“The endocannabinoid system has been identified as a major regulator of physiological and pathological processes, such as pain, inflammation, cell growth, cell death, and as a regulator of diverse gastrointestinal functions, such as intestinal motility and secretion.
Although cannabinoid-induced analgesia was initially primarily attributed to the activation of cannabinoid receptor 1 (CB1) in the nervous system, later studies demonstrated a contribution of cannabinoid receptor 2 (CB2), localized peripherally on immune cells as well as in the nervous system.
A complex interplay between endogenously released cannabinoids, such as anandamide or 2-arachidonoylglycerol, and their receptors both on inflammatory cells and neurons is involved in modulation of inflammatory pain.
In this article, we demonstrate the in vivo significance and therapeutic potential of cannabinoids in inflammation and pain associated with pancreatitis using human specimens and mouse models as test systems.
Our results are more in line with a recent study reporting a protective role for the endogenous cannabinoid system against colonic inflammation in a mouse model of experimental colitis.
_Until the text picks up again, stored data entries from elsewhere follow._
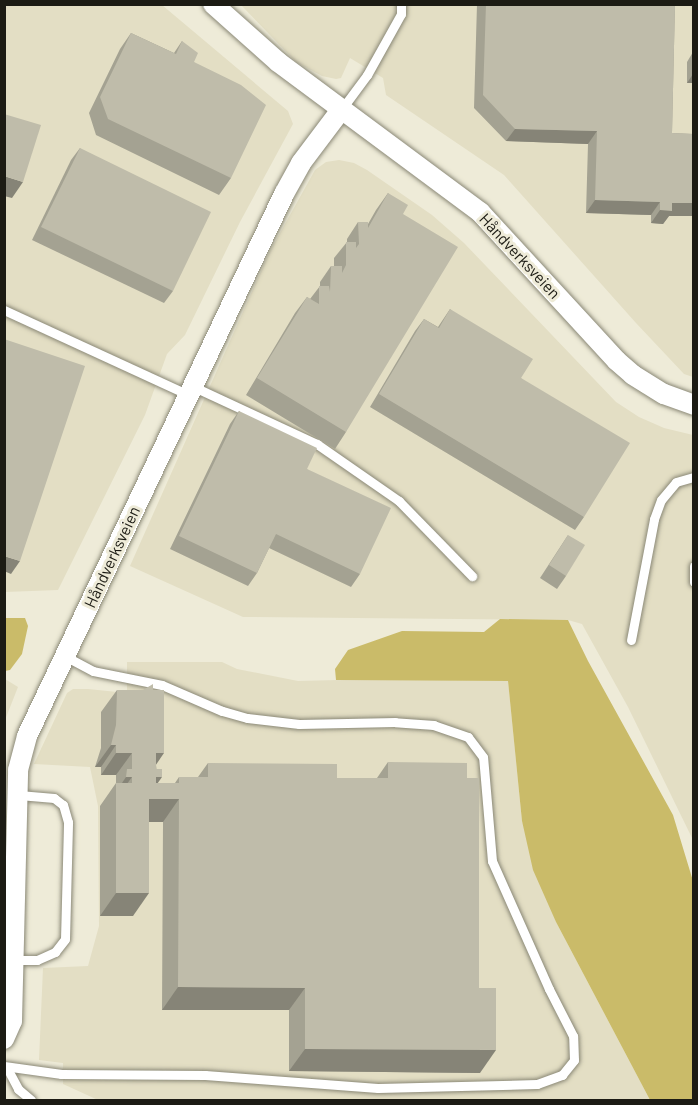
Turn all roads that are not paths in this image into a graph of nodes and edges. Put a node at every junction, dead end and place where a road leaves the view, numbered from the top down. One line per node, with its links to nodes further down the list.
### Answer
1 (213, 4): 3 (street, Håndverksveien)
2 (401, 4): 3 (lane)
3 (341, 110): 5 (street, Håndverksveien); 6 (street, Håndverksveien)
4 (4, 310): 5 (lane)
5 (189, 390): 9 (lane); 12 (street, Håndverksveien)
6 (693, 405)
7 (693, 477): 11 (lane)
8 (693, 566): 10 (lane)
9 (472, 576)
10 (693, 582)
11 (631, 640)
12 (65, 656): 13 (street, Håndverksveien); 18 (lane)
13 (16, 795): 14 (street, Håndverksveien); 15 (lane)
14 (10, 817): 15 (street, Håndverksveien)
15 (14, 960): 16 (street, Håndverksveien)
16 (8, 1020): 17 (street, Håndverksveien)
17 (4, 1039)
18 (6, 1067): 19 (lane)
19 (31, 1101)

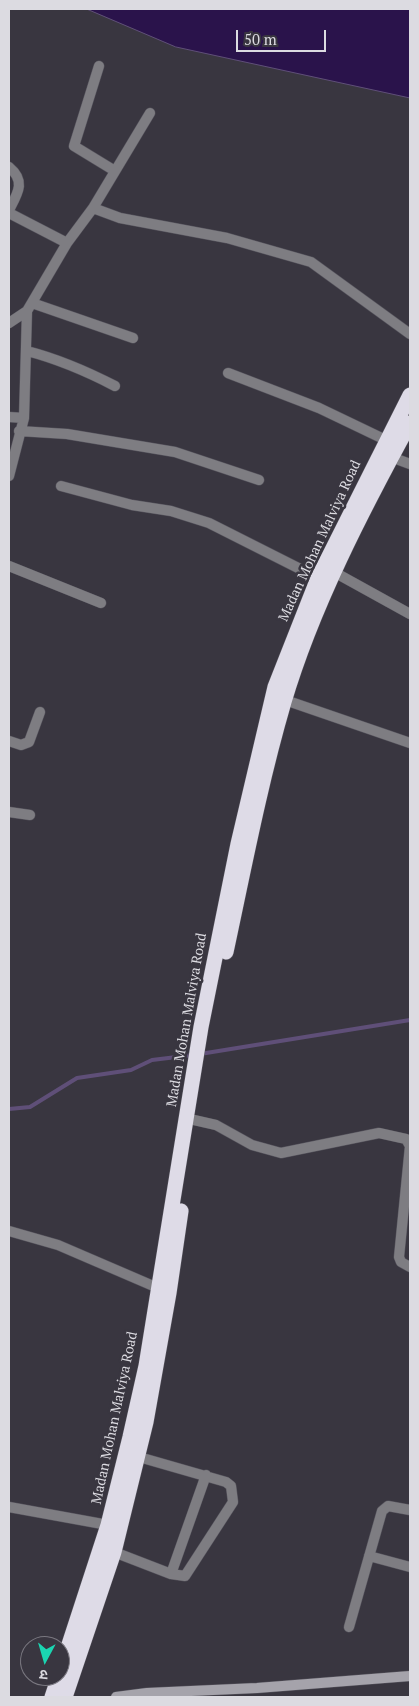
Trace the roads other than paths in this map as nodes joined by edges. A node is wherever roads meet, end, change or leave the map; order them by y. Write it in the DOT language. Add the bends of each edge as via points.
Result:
graph roads {
  1 [pos="99,66"];
  2 [pos="150,113"];
  3 [pos="9,167"];
  4 [pos="115,171"];
  5 [pos="93,208"];
  6 [pos="9,212"];
  7 [pos="66,243"];
  8 [pos="30,307"];
  9 [pos="9,323"];
  10 [pos="410,334"];
  11 [pos="133,338"];
  12 [pos="27,351"];
  13 [pos="228,373"];
  14 [pos="114,386"];
  15 [pos="410,396"];
  16 [pos="9,417"];
  17 [pos="24,418"];
  18 [pos="410,423"];
  19 [pos="19,431"];
  20 [pos="392,448"];
  21 [pos="410,464"];
  22 [pos="9,476"];
  23 [pos="259,480"];
  24 [pos="61,486"];
  25 [pos="9,566"];
  26 [pos="334,572"];
  27 [pos="318,578"];
  28 [pos="101,603"];
  29 [pos="410,614"];
  30 [pos="285,700"];
  31 [pos="40,712"];
  32 [pos="9,741"];
  33 [pos="410,743"];
  34 [pos="9,812"];
  35 [pos="30,815"];
  36 [pos="205,1026"];
  37 [pos="198,1068"];
  38 [pos="194,1120"];
  39 [pos="9,1231"];
  40 [pos="410,1267"];
  41 [pos="158,1288"];
  42 [pos="132,1454"];
  43 [pos="206,1476"];
  44 [pos="9,1507"];
  45 [pos="410,1510"];
  46 [pos="108,1525"];
  47 [pos="114,1552"];
  48 [pos="369,1556"];
  49 [pos="410,1567"];
  50 [pos="171,1574"];
  51 [pos="349,1627"];
  52 [pos="70,1641"];
  53 [pos="410,1676"];
  54 [pos="194,1694"];
  55 [pos="64,1697"];
  56 [pos="116,1697"];
  1 -- 4 [label="street" via="74,146"];
  2 -- 4 [label="street"];
  3 -- 6 [label="street" via="17,173 20,183"];
  4 -- 5 [label="street"];
  5 -- 7 [label="street"];
  5 -- 10 [label="street" via="120,218 227,238 311,262"];
  6 -- 7 [label="street"];
  7 -- 8 [label="street"];
  8 -- 9 [label="street"];
  8 -- 11 [label="street"];
  8 -- 12 [label="street"];
  12 -- 14 [label="street" via="83,370"];
  12 -- 17 [label="street"];
  13 -- 20 [label="street" via="319,408"];
  15 -- 20 [label="highway, Madan Mohan Malviya Road"];
  16 -- 17 [label="street"];
  17 -- 19 [label="street"];
  18 -- 20 [label="highway, Madan Mohan Malviya Road"];
  19 -- 22 [label="street"];
  19 -- 23 [label="street" via="67,434 175,452"];
  20 -- 21 [label="street"];
  20 -- 26 [label="highway, Madan Mohan Malviya Road"];
  20 -- 27 [label="highway, Madan Mohan Malviya Road"];
  24 -- 27 [label="street" via="209,523"];
  25 -- 28 [label="street"];
  26 -- 29 [label="street"];
  26 -- 30 [label="highway, Madan Mohan Malviya Road"];
  27 -- 36 [label="highway, Madan Mohan Malviya Road" via="275,687 238,844"];
  30 -- 33 [label="street"];
  30 -- 36 [label="highway, Madan Mohan Malviya Road"];
  31 -- 32 [label="street" via="29,742 21,745"];
  34 -- 35 [label="street"];
  36 -- 37 [label="highway, Madan Mohan Malviya Road"];
  37 -- 38 [label="highway, Madan Mohan Malviya Road"];
  37 -- 41 [label="highway, Madan Mohan Malviya Road"];
  38 -- 40 [label="street" via="216,1125 252,1145 281,1153 379,1133 406,1139 410,1146 399,1256 401,1262"];
  38 -- 42 [label="highway, Madan Mohan Malviya Road" via="170,1293 146,1422"];
  39 -- 41 [label="street" via="58,1245"];
  41 -- 42 [label="highway, Madan Mohan Malviya Road"];
  42 -- 43 [label="street"];
  42 -- 46 [label="highway, Madan Mohan Malviya Road"];
  42 -- 47 [label="highway, Madan Mohan Malviya Road"];
  43 -- 50 [label="street"];
  43 -- 50 [label="street" via="231,1486 233,1502 189,1573 185,1576"];
  44 -- 46 [label="street"];
  45 -- 48 [label="street" via="385,1507"];
  46 -- 52 [label="highway, Madan Mohan Malviya Road"];
  47 -- 50 [label="street"];
  47 -- 55 [label="highway, Madan Mohan Malviya Road"];
  48 -- 49 [label="street"];
  48 -- 51 [label="street"];
  53 -- 54 [label="street"];
  54 -- 56 [label="street"];
}
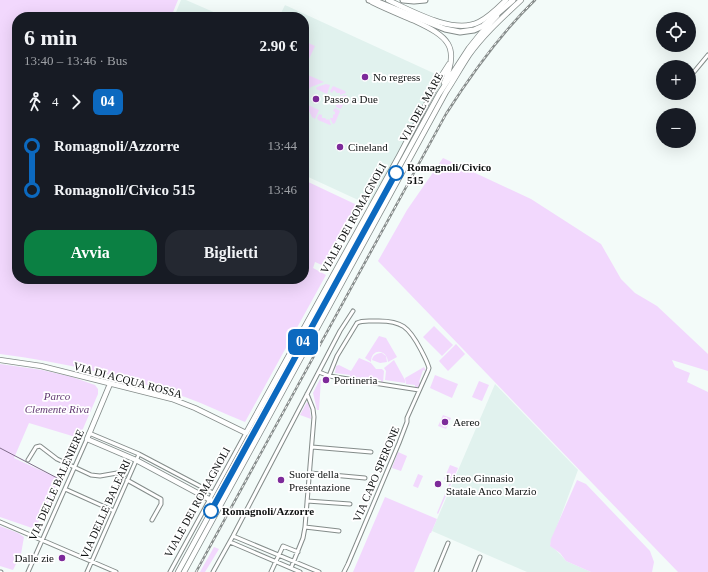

Consistent with the above, we now show that acute pancreatitis, a visceral inflammatory disease in humans, is associated with an activation of the endocannabinoid system.
In humans, acute pancreatitis is associated with up-regulation of ligands as well as receptors of the endocannabinoid system in the pancreas. Furthermore, our results suggest a therapeutic potential for cannabinoids in abolishing pain associated with acute pancreatitis and in partially reducing inflammation and disease pathology in the absence of adverse side effects.
Because management of visceral inflammatory diseases should ideally include antinociceptive as well as anti-inflammatory components, our results lay a basis for testing the therapeutic value of cannabinoids as supplements to conventional analgesic therapy.”